Lightning does strike twice, or at least the LexJet Sunset Award for outstanding photography did. Ann Naugher was honored earlier this year with a LexJet Sunset Award at PPA’s Southeast District competition for her portrait entitled Windswept, and most recently added another to her collection with another portrait entitled Monet’s Garden at the PPA’s Southwest District competition.

Naugher’s specialty is children’s portrait photography enhanced with Corel Painter, printed on fine-art canvas, embellished with oil paints and then finished with a lacquer. What results are classic yet timeless pieces of art that have gained a nationwide following of enthusiastic and appreciative customers.

Though Naugher has carved a popular and award-winning niche with her style of portrait photography, she likes to share credit with the artist who paints her backgrounds – David Maheu of Backgrounds by Maheu – and the subjects of the photos.

For the Monet’s Garden portrait, Maheu painted a rendition of Monet’s Rose Garden at Giverny, which Naugher then used as a background and the key element from which everything else in the photograph flowed.

“My business is primarily based on high-end, classic children’s work. When I do ‘classic’ I never want it to be stodgy, boring or monochromatic; I want to incorporate contemporary with classic,” explains Naugher. “The old master’s work at the time was very contemporary and the colors used are very much in vogue today. I wanted to give my client something new and vibrant, but born of something old and timeless.”

When Naugher visited with the judges following the PPA Southwest District competition, her goals were corroborated by their comments, such as that it’s a classic portrait that incorporates good lighting, balance and composition. “That’s what I was hoping to accomplish,” she says.

Monet’s Garden garnered a 99 out of 100 at the competition. Previously, at the Oklahoma competition (Naugher is based in Tulsa), it scored a 100.

Prints that Win: Bridging the Realism Gap

Painting photographs with Corel and Photoshop

Ann Naugher, owner of Hopkins Fine Portraits in Tulsa, is sought after far and wide for her artistic portraits of children. They bridge the gap between the realism of photography and what can be the surrealism of painting.

“My clients’ issue with a painting of their child is that it’s their child, and they don’t want to lose the realism of who their child is,” Naugher explains. “This bridges both worlds nicely where it’s an artistic feel but it looks like their child.”

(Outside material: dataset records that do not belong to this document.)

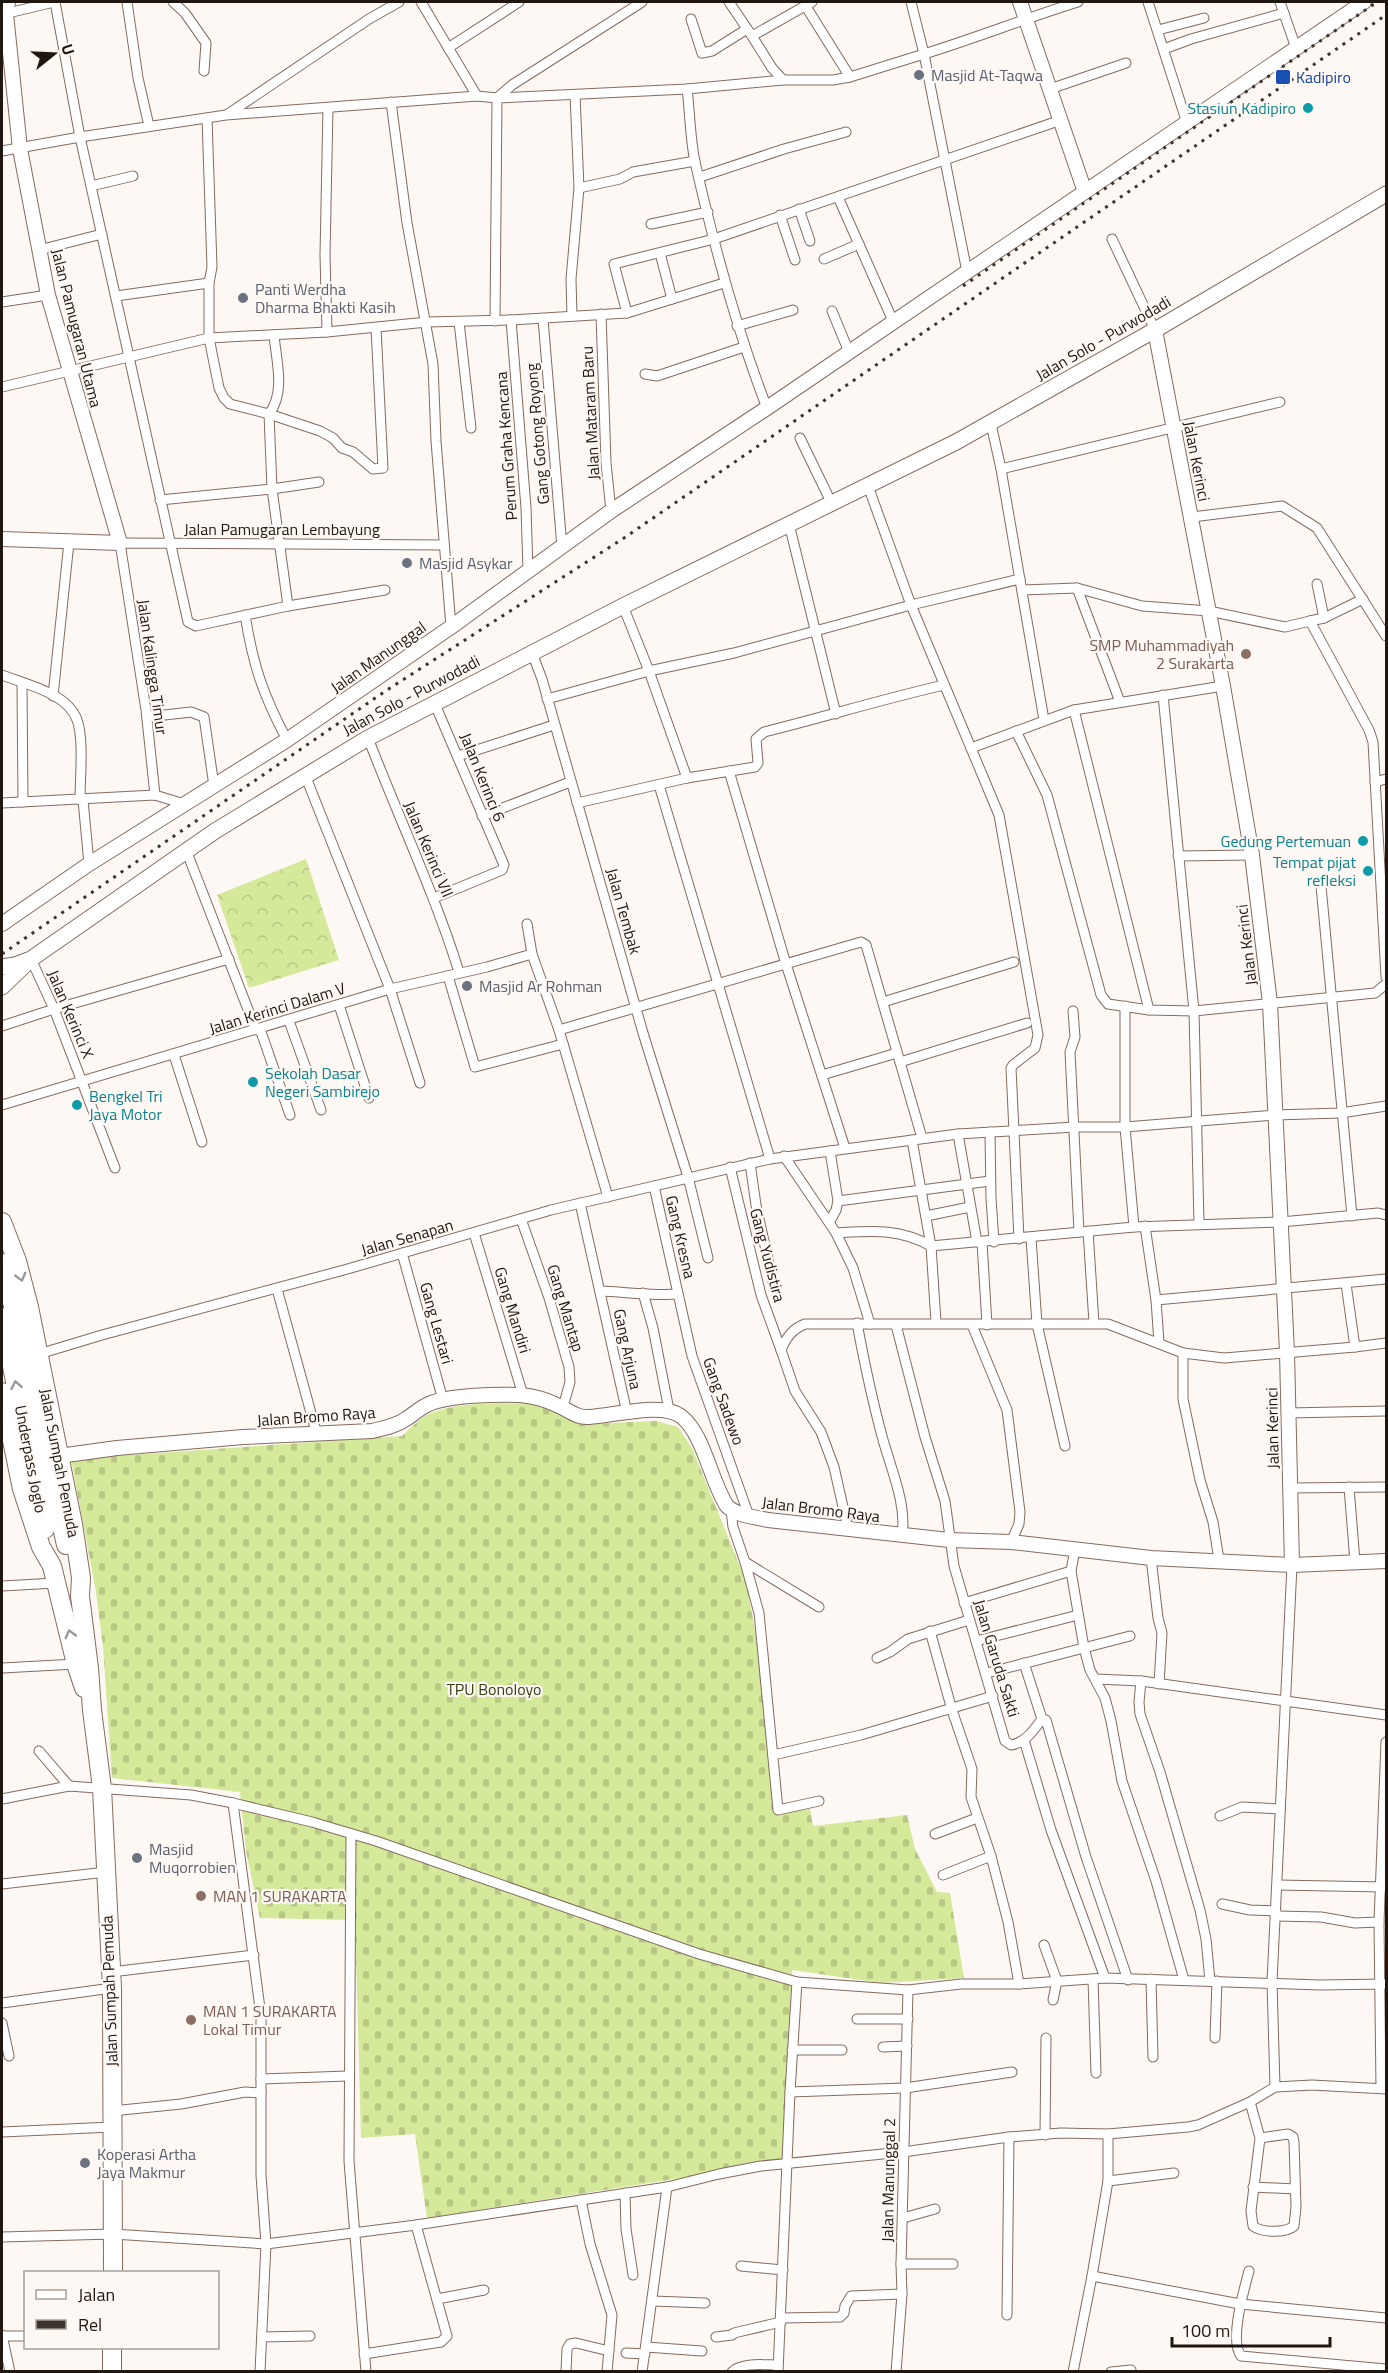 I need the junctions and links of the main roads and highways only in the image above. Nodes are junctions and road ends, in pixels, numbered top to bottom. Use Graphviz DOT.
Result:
graph roads {
  1 [pos="1386,194"];
  2 [pos="31,958"];
  3 [pos="2,967"];
  4 [pos="2,987"];
  5 [pos="2,1221"];
  6 [pos="2,1263"];
  7 [pos="2,1317"];
  8 [pos="2,1392"];
  9 [pos="5,1423"];
  10 [pos="54,1575"];
  11 [pos="80,1596"];
  12 [pos="92,1710"];
  13 [pos="112,2271"];
  14 [pos="112,2349"];
  15 [pos="112,2372"];
  1 -- 2 [label="main road, Jalan Solo - Purwodadi"];
  2 -- 3 [label="main road, Jalan Solo - Purwodadi"];
  2 -- 4 [label="main road, Jalan Solo - Purwodadi"];
  5 -- 11 [label="highway, Jalan Sumpah Pemuda, one-way"];
  6 -- 11 [label="highway, Underpass Joglo"];
  10 -- 7 [label="highway, Underpass Joglo, one-way"];
  8 -- 9 [label="highway, Jalan Sumpah Pemuda"];
  9 -- 10 [label="highway, Jalan Sumpah Pemuda"];
  12 -- 10 [label="highway, Jalan Sumpah Pemuda, one-way"];
  11 -- 12 [label="highway, Jalan Sumpah Pemuda"];
  12 -- 13 [label="highway, Jalan Sumpah Pemuda"];
  14 -- 15 [label="highway"];
}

In other words, with a painting, like a box of chocolates, you never really know what you’ll get. The image pictured here, called Windswept, perfectly illustrates this delicate balance. It’s a beautiful and artistic rendering of one of her client’s children, but it retains the character and essence of the subject.

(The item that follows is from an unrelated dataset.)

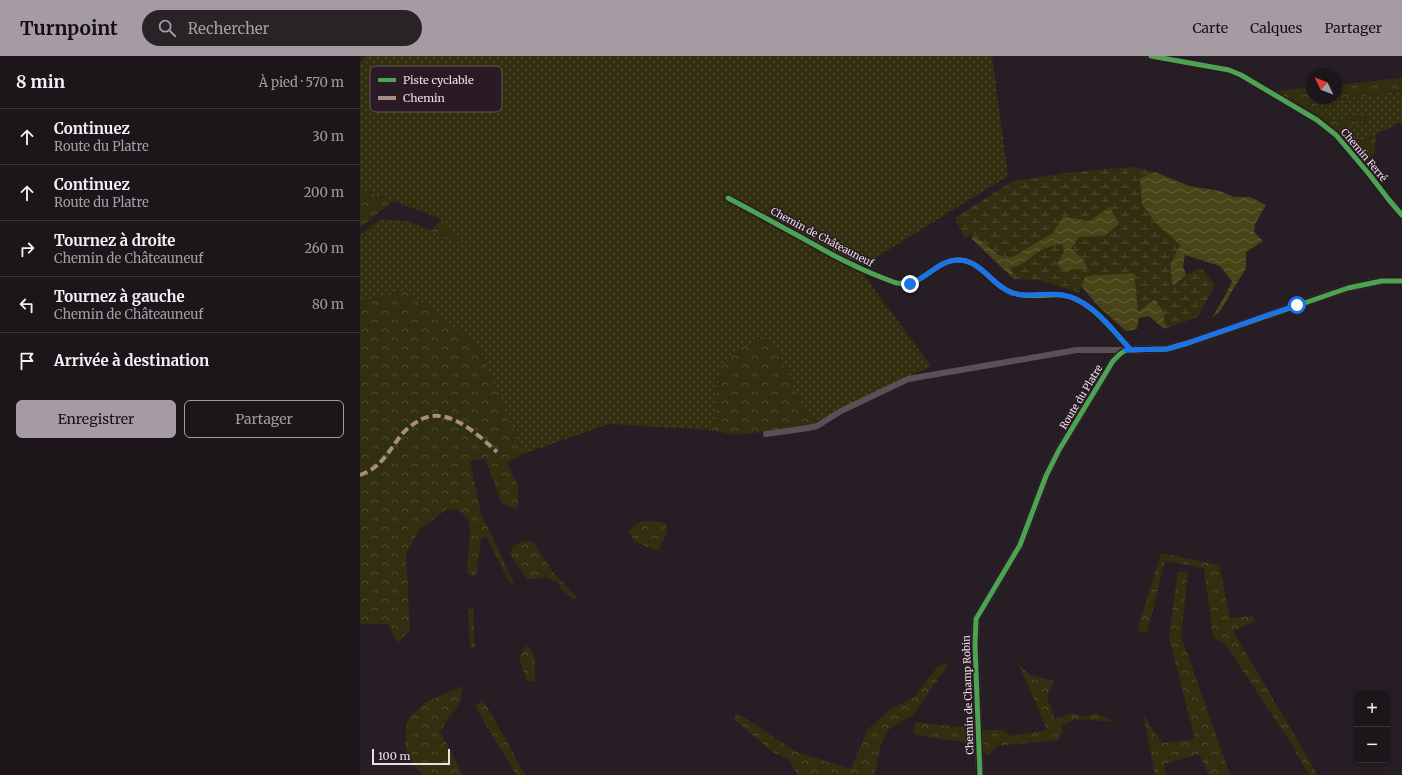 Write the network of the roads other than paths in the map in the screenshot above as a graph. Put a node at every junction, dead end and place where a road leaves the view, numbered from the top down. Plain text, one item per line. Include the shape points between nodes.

Windswept won a LexJet Sunset Award in the Electronic Imaging category at the PPA’s Southeast district competition, and for good reason. It’s a tasteful, colorful and rich image that takes an ordinary portrait (displayed at the bottom right of the accompanying picture, below the final “painting”) and takes it to the next level.

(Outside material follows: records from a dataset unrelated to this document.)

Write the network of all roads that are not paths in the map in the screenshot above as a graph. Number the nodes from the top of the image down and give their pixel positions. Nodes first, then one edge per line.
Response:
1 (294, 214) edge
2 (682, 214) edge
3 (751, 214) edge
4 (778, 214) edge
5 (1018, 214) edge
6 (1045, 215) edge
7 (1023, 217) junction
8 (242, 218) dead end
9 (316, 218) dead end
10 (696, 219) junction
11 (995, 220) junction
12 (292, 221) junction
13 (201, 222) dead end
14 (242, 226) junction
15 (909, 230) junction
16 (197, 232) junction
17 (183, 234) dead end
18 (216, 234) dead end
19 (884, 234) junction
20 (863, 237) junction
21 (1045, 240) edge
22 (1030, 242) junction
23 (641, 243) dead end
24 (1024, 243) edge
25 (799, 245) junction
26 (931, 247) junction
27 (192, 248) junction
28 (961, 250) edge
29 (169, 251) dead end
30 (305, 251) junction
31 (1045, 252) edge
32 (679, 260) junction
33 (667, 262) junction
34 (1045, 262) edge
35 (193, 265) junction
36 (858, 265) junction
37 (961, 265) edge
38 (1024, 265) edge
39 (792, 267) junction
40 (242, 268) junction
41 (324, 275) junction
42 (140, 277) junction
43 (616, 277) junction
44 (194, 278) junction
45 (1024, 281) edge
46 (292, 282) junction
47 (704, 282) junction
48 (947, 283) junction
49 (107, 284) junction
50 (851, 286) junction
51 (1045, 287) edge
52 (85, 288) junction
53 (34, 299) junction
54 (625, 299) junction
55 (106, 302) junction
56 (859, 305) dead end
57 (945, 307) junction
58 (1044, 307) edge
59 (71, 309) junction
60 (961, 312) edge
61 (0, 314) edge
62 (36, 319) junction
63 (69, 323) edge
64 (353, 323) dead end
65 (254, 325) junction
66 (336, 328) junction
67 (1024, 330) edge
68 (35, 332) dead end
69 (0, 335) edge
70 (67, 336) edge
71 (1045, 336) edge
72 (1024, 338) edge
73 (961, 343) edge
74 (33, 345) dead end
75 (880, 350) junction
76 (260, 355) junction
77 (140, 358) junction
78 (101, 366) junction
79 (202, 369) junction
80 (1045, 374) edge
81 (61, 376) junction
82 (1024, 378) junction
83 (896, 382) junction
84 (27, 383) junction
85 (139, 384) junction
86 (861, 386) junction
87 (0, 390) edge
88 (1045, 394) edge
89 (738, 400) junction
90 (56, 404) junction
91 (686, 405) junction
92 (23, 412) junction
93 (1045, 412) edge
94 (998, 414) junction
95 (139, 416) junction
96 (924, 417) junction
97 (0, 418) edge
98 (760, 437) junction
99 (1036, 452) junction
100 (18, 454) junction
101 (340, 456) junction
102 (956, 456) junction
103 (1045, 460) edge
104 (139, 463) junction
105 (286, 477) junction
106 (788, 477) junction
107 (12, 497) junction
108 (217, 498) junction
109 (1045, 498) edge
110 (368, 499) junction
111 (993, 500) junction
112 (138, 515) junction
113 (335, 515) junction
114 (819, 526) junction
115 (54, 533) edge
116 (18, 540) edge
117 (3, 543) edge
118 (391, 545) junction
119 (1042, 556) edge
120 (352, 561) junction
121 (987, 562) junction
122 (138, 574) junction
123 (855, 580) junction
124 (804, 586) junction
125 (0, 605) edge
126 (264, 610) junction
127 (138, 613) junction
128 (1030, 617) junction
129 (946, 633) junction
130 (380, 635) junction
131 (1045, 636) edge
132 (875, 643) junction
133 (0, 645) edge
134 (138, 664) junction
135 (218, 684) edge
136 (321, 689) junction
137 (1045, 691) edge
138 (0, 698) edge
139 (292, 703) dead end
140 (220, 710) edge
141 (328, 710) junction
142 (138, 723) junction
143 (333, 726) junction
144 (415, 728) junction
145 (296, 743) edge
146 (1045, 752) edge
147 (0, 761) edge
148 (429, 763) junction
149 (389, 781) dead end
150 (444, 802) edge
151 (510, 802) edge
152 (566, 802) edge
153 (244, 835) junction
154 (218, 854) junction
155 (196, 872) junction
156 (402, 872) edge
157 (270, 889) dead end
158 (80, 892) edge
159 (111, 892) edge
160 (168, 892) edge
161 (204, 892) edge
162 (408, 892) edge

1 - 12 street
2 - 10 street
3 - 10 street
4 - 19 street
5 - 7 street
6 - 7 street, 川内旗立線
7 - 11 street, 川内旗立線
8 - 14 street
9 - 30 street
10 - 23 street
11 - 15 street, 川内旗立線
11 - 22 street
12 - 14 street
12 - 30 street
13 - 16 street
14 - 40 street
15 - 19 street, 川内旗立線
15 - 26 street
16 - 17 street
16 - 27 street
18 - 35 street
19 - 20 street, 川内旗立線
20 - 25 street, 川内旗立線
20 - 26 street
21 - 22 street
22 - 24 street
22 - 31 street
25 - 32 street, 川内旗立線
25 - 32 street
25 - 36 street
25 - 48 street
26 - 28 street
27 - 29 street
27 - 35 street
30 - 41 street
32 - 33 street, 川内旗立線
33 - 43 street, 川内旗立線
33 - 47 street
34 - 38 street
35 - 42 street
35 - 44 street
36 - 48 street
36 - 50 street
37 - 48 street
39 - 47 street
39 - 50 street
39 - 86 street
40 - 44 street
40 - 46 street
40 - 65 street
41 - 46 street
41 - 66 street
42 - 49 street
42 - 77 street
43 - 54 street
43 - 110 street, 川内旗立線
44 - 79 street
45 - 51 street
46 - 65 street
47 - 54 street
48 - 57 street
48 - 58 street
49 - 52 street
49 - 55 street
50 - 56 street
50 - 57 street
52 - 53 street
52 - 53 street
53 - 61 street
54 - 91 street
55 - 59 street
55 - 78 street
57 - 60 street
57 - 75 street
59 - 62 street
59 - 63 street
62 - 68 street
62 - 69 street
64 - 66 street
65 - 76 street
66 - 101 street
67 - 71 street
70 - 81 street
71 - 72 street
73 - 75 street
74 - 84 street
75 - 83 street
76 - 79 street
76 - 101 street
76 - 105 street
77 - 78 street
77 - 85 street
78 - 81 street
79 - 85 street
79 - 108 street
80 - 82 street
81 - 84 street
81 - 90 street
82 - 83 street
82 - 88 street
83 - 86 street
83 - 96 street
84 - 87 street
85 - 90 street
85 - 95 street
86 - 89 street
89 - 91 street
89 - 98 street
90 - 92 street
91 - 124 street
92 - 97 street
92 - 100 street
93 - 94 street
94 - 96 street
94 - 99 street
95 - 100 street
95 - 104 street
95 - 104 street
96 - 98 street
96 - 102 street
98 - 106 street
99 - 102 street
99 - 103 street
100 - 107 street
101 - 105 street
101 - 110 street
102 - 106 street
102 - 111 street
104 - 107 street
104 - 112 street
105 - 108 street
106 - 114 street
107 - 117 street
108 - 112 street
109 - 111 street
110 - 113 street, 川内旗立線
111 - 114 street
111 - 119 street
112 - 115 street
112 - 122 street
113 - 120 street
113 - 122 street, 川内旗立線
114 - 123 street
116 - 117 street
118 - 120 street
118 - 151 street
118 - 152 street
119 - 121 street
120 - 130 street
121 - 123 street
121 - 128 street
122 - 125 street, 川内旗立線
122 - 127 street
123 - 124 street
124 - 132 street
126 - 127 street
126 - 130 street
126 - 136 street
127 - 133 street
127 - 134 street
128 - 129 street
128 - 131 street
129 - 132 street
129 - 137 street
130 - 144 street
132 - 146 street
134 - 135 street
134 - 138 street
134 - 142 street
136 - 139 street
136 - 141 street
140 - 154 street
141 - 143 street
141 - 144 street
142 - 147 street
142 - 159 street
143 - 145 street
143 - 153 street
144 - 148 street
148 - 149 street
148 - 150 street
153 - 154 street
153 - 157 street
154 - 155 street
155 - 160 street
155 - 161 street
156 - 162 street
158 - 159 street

“I’m more artist than technician, so the end result is based on feel. I retouch the photo so that the portrait starts out as the best possible portrait it can be. In Photoshop I start by drawing what I want that’s lacking in the image into the image. Then, I take the image into Corel Painter and not only paint what’s there, but I’ll add to it in Painter with the different brushes until it feels right,” explains Naugher. “I think it’s important to repeat colors and I tend to like images that have depth to them, so I like to work with the point where light is entering the portrait. In this case, it’s behind her, and instead of a tunnel of light I created a more circular feel to the background.”

Naugher adds that she usually applies oil painting highlights to the canvases that are produced from the digital work, which was not done for this competition. And, most of her competition prints are from actual client work, as was Windswept.